Step 4: Start right into the analysis of threats

So much time is often wasted to first understand the context, terminology, and desires of the application team. By skipping it, you can straightly show your efficiency in finding the mistakes of the team. Software is all the same – you have seen it all. Therefore, if anything from the architectural model is unclear to you, it will somehow sometimes somewhere be clarified or most likely indicate already the first mistake by the application team. So, get your board ready and paint your threats!

Step 5: Threat Modeling concepts were just for slow starters, skip it

Developers are used to Agile, and agile just means that you don’t have a concept. STRIDE, PASTA, misuse- cases, and attack trees are all concepts that people used in the early days. So go with the perception that everyone can put the security glasses on and the security threats that you are articulating are clear, aren’t they? Threat modeling is, in the end, nothing else than the famous hide-and-seek game!

Step 6: The biggest risk of security is having a risky discussion

Now that you have collected your list of threats, it is time to close the book.
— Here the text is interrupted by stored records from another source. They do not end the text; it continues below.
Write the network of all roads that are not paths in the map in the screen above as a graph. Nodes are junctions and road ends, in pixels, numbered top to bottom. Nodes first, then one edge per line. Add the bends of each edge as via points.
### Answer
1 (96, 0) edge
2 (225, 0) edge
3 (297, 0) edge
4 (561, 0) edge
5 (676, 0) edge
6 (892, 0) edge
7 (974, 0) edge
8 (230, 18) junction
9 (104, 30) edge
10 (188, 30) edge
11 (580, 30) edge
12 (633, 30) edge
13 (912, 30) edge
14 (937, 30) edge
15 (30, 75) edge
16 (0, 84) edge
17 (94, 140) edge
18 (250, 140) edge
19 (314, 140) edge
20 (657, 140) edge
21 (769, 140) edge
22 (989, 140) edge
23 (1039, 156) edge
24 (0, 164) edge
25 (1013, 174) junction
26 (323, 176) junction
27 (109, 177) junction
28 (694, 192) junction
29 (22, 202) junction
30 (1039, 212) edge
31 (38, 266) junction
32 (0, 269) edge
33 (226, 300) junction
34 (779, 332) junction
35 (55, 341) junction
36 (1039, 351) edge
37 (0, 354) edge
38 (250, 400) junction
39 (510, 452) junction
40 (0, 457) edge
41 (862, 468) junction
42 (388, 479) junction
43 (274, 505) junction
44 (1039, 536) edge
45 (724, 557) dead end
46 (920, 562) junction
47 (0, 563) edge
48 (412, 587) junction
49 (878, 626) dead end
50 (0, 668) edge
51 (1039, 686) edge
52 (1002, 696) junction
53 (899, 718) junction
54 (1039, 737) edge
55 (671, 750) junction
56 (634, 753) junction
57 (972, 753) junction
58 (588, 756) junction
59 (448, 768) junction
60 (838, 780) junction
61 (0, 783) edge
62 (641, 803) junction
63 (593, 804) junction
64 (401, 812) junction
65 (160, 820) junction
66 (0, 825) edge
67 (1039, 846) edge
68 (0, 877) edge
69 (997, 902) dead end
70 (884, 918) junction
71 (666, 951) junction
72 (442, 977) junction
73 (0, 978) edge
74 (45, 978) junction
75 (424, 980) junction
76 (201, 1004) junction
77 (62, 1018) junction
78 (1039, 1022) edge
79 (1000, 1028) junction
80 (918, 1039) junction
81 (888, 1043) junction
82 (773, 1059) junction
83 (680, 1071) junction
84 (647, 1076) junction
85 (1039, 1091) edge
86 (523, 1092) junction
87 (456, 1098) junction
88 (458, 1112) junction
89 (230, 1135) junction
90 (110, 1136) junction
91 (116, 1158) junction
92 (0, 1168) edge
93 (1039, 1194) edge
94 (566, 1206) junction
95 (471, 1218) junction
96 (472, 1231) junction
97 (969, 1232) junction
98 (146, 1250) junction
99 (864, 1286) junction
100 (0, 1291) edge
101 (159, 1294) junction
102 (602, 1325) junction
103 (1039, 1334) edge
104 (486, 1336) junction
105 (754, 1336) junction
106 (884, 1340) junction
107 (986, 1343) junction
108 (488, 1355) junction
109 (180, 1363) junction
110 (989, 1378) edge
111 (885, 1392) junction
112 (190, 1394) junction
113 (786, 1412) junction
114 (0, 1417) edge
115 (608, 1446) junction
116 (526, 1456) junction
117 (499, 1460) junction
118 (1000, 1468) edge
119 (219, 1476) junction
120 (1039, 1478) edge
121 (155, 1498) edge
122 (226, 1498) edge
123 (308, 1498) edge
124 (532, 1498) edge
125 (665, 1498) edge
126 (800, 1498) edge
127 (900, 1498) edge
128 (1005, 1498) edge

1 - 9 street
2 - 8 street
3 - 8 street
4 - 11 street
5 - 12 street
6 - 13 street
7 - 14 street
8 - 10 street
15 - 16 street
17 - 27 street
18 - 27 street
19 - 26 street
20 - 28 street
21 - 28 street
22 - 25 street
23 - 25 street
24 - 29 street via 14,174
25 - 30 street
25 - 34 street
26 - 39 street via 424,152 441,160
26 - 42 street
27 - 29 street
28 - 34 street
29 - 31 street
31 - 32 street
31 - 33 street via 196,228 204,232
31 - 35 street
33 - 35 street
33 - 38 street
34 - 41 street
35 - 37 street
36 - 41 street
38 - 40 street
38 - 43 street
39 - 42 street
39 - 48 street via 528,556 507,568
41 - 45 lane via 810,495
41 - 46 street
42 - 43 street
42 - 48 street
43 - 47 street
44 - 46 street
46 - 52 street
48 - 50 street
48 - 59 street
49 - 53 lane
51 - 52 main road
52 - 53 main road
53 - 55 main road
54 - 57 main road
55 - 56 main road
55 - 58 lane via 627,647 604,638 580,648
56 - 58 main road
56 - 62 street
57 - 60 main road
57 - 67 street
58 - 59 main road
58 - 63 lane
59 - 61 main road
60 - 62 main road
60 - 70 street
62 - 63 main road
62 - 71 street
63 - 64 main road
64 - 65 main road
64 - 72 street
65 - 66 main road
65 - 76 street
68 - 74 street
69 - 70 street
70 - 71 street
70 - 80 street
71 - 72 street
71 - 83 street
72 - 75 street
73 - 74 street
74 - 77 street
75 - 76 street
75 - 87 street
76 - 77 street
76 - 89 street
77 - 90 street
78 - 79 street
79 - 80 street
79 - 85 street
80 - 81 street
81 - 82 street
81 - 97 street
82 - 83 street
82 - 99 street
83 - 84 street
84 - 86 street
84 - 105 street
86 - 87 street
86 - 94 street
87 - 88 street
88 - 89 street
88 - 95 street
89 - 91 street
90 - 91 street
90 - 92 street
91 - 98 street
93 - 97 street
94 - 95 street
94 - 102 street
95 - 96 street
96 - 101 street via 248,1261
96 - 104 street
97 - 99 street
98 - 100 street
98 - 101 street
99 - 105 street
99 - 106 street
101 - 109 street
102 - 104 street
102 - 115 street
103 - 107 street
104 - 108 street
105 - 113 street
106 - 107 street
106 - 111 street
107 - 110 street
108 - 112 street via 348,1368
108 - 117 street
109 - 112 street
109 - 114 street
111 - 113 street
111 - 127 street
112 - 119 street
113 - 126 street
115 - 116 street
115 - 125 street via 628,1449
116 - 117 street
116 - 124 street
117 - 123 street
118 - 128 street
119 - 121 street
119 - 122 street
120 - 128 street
The development team should have had its learning from the session, and the security expert is not supposed to show them how it can be mitigated. Someone from the team may even have the idea to start a likelihood-impact discussion – a risk is a risk, and now that they are on the table, it is time for the team to roll up their sleeves and value the indication of it while thinking about how to resolve it.

Step 7: Time to move on and conquer the next security-barbarian island

Your job is done! You have not only left the team alone with the findings of the Threat Modeling, but you also right after the meeting shouted out loud on all channels what epic failures the development team has done – this is how effective security and security culture is done! Doing so also ensures that now everybody’s attention is on it, so there is no need to review the resolution. Your time has come to move on. Well done!

Conclusion

We’ve all learned and grown from our mistakes, or if possible, from others’ mistakes. The intent of this post is to share and debunk the common misconceptions about how to run a threat modeling program so we can all avoid making the same mistakes. What’s the issue outlined above that resonates with you the most? What are other common pitfalls you’ve seen? Share in the comment section below and let me know!

 

✍️ About the author: Michael Bernhardt (@Michael Bernhardt)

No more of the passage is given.